A dispetto delle apparenze, gli incendi boschivi sono un fenomeno piuttosto complesso, al cui innesco e sviluppo concorrono numerosi fattori naturali e antropici che si manifestano in maniera differente a seconda delle caratteristiche regionali delle aree boschive. Di per sé, non sono necessariamente un evento nocivo: anzi, nelle ordinarie condizioni di equilibrio ecologico contribuiscono ai normali cicli di rinnovamento e arricchimento degli ambienti vegetativi, tanto che la sopravvivenza di alcune specie animali e vegetali dipende proprio dall’azione periodica degli incendi nel loro habitat.
Come i cambiamenti climatici, dunque, gli incendi boschivi possono essere un fenomeno naturale e benefico; il problema, anche in questo caso, risiede nell’impatto delle azioni umane, che incidono sull’equilibrio tra ambiente e incendi, alterando la frequenza e la gravità di questi ultimi e complicando al tempo stesso la possibilità di gestirne le conseguenze. Vuoi per dolo, vuoi per negligenza – falò spenti male, mozziconi di sigarette o cocci di vetro gettati, scintille emesse da apparecchiature elettriche difettose o non sottoposte ad adeguata manutenzione – diverse ricerche stimano che in Europa e negli Stati Uniti le attività umane sono responsabili dell’innesco della schiacciante maggioranza degli incendi boschivi incontrollati, con stime che vanno dall’80 al 90 per cento.

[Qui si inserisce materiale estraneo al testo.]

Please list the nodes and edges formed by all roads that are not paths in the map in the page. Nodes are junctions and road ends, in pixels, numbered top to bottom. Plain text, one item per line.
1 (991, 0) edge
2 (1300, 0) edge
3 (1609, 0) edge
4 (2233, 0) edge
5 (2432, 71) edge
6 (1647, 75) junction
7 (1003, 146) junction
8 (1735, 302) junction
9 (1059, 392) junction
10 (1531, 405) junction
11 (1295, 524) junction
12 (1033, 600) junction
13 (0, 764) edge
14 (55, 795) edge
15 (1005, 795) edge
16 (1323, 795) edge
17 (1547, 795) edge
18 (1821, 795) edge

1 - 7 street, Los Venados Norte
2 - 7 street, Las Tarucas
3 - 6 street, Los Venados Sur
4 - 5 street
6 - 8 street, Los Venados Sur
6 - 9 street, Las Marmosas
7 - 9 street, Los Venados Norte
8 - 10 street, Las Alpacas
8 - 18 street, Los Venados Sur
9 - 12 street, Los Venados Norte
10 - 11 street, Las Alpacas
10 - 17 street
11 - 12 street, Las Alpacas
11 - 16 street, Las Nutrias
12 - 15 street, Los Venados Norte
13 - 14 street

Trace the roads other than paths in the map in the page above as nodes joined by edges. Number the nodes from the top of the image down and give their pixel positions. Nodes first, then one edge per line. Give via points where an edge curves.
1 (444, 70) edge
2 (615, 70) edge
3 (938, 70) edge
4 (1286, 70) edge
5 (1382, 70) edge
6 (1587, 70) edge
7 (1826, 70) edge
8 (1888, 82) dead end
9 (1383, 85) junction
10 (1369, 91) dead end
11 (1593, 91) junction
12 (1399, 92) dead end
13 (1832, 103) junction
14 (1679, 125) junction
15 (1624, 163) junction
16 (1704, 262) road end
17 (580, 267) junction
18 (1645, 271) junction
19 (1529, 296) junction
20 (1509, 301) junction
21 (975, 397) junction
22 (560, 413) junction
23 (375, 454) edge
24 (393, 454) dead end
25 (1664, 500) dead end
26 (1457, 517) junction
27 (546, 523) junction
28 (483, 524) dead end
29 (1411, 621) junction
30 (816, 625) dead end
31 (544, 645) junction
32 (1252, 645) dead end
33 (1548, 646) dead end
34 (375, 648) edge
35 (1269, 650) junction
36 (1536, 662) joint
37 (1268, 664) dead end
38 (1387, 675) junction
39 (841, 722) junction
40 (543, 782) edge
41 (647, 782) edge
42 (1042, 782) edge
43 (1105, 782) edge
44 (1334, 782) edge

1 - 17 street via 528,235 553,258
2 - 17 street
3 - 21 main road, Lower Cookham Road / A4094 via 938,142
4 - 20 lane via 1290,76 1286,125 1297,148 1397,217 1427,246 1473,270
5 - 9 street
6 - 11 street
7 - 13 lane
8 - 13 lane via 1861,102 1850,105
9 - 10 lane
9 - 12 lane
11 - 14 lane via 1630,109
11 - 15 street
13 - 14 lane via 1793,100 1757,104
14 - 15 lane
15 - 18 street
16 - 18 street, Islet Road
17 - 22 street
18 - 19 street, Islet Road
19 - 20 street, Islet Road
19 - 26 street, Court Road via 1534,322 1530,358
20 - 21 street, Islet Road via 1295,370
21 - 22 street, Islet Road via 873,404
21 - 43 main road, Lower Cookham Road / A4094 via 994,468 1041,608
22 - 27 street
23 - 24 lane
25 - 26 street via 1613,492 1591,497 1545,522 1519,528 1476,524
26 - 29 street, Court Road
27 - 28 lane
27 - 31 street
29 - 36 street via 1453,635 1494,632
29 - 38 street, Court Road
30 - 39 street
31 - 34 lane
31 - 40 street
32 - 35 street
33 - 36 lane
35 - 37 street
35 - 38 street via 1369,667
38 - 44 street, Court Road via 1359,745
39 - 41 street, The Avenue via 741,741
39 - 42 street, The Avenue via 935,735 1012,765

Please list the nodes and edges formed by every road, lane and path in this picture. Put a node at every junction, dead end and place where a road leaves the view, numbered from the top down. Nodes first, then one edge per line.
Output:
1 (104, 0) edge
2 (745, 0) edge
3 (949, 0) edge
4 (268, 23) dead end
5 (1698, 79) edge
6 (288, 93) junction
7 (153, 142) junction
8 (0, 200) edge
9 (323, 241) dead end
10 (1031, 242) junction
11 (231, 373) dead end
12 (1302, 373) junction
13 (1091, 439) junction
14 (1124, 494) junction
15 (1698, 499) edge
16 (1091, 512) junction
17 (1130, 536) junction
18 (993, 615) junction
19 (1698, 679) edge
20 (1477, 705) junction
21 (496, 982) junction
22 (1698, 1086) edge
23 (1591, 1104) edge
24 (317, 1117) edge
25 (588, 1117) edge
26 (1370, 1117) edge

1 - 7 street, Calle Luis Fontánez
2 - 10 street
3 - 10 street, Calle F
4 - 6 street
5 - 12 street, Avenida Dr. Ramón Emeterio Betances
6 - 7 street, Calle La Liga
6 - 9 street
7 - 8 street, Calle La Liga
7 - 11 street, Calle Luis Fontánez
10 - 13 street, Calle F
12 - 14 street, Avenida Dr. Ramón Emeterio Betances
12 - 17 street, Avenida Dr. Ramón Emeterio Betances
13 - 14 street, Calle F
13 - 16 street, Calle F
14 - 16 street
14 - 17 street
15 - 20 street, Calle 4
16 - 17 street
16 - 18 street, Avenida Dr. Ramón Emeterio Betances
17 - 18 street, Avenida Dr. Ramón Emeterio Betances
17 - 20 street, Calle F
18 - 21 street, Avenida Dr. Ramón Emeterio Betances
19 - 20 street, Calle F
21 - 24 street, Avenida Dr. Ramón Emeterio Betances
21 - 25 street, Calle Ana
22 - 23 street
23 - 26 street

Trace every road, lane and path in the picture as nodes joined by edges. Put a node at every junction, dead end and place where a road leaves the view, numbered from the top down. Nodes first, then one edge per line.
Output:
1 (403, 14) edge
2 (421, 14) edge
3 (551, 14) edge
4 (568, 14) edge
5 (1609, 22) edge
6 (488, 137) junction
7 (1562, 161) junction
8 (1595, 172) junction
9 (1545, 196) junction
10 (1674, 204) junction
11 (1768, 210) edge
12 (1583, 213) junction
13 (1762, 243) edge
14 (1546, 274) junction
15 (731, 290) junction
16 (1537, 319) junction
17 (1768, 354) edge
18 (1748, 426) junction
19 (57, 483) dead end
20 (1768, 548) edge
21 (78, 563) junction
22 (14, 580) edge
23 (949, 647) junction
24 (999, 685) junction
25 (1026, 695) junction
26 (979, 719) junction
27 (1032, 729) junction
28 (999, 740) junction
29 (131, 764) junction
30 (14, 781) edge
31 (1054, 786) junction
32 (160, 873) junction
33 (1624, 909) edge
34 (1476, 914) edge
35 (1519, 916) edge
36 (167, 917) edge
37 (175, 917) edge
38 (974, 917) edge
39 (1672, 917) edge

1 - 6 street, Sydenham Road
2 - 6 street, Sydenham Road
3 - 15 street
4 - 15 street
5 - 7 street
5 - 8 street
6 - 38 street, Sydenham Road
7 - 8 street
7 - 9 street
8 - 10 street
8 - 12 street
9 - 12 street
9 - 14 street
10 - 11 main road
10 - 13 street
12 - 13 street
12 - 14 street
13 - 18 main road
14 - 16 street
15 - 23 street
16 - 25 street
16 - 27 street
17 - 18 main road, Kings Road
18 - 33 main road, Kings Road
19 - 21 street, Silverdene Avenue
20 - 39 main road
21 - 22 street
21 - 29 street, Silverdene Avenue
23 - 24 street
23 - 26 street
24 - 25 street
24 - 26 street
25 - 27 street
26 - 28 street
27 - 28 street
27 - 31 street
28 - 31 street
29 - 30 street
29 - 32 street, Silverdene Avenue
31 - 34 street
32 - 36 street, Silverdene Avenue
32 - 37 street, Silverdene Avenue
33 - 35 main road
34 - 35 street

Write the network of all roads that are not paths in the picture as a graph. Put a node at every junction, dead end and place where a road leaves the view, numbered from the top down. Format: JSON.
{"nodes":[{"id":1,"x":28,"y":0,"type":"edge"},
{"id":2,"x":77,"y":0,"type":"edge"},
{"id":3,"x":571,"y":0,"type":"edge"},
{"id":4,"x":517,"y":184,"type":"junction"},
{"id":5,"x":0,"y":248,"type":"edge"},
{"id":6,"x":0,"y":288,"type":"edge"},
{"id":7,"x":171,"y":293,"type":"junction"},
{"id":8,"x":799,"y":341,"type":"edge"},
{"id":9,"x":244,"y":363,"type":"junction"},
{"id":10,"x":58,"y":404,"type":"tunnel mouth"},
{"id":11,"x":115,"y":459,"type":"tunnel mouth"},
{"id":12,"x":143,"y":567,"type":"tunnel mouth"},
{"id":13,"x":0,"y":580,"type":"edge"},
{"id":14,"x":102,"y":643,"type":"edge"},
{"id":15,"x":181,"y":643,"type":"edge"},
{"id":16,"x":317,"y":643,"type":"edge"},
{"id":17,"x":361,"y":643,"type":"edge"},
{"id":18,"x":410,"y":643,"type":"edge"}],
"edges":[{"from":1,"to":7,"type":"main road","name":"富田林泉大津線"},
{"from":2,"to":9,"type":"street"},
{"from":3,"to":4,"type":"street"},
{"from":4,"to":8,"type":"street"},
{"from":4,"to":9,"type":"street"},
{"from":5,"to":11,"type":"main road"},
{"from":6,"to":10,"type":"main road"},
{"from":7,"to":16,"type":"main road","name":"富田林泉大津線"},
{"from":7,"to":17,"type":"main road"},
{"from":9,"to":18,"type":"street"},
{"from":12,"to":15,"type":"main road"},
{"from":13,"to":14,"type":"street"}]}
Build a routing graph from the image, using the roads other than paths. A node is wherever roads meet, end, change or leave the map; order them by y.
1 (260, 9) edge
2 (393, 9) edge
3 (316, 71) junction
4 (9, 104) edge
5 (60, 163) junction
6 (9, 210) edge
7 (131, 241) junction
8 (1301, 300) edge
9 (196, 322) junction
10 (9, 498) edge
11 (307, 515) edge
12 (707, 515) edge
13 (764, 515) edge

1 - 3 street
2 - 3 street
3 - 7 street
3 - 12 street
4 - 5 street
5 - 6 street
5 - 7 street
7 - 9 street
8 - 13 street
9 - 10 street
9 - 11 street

La diffusione degli incendi è anche influenzata dal modo in cui i terreni boschivi e quelli adiacenti sono impiegati dalle comunità umane che vi abitano. La vulnerabilità agli incendi incontrollati aumenta con l’utilizzo di pratiche non sostenibili, tra le quali si può citare banalmente la deforestazione, che rende il suolo più arido e compromette la capacità di recupero della vegetazione rimanente, ma anche il dragaggio per l’estrazione di carbone o l’introduzione di specie vegetali non autoctone. L’abbandono delle aree rurali limitrofe alle aree boschive, un fenomeno in crescita in diverse zone d’Europa, è un altro fattore di rischio, in quanto le popolazioni rurali si occupano tipicamente di limitare l’accumulo di materiale combustibile (per esempio col pascolo, o con gli incendi controllati) e creano zone agricole che fungono da cuscinetto, ostacolando la diffusione degli incendi, oltre naturalmente a effettuare un’azione di vigilanza e allerta che permette una risposta più tempestiva all’insorgere degli incendi.
Il fuoco non si innesca semplicemente all’aumentare della temperatura media, ma di converso non è sufficiente un semplice innesco per far divampare un incendio.
A questi fattori di rischio antropogenico si aggiungono poi i cambiamenti climatici: se pochi decenni fa era difficile quantificarne l’importanza per gli incendi, oggi esistono oltre un centinaio di studi condotti a partire dal 2013 che ne illustrano il crescente impatto in numerose parti del mondo. È vero, il fuoco non si innesca semplicemente all’aumentare della temperatura media, ma di converso non è sufficiente un semplice innesco per far divampare un incendio; ed è qui che entrano in gioco la relazione significativa tra i fenomeni climatici e alcune tra le principali condizioni ambientali e meteorologiche favorevoli alla combustione e alla propagazione del fuoco.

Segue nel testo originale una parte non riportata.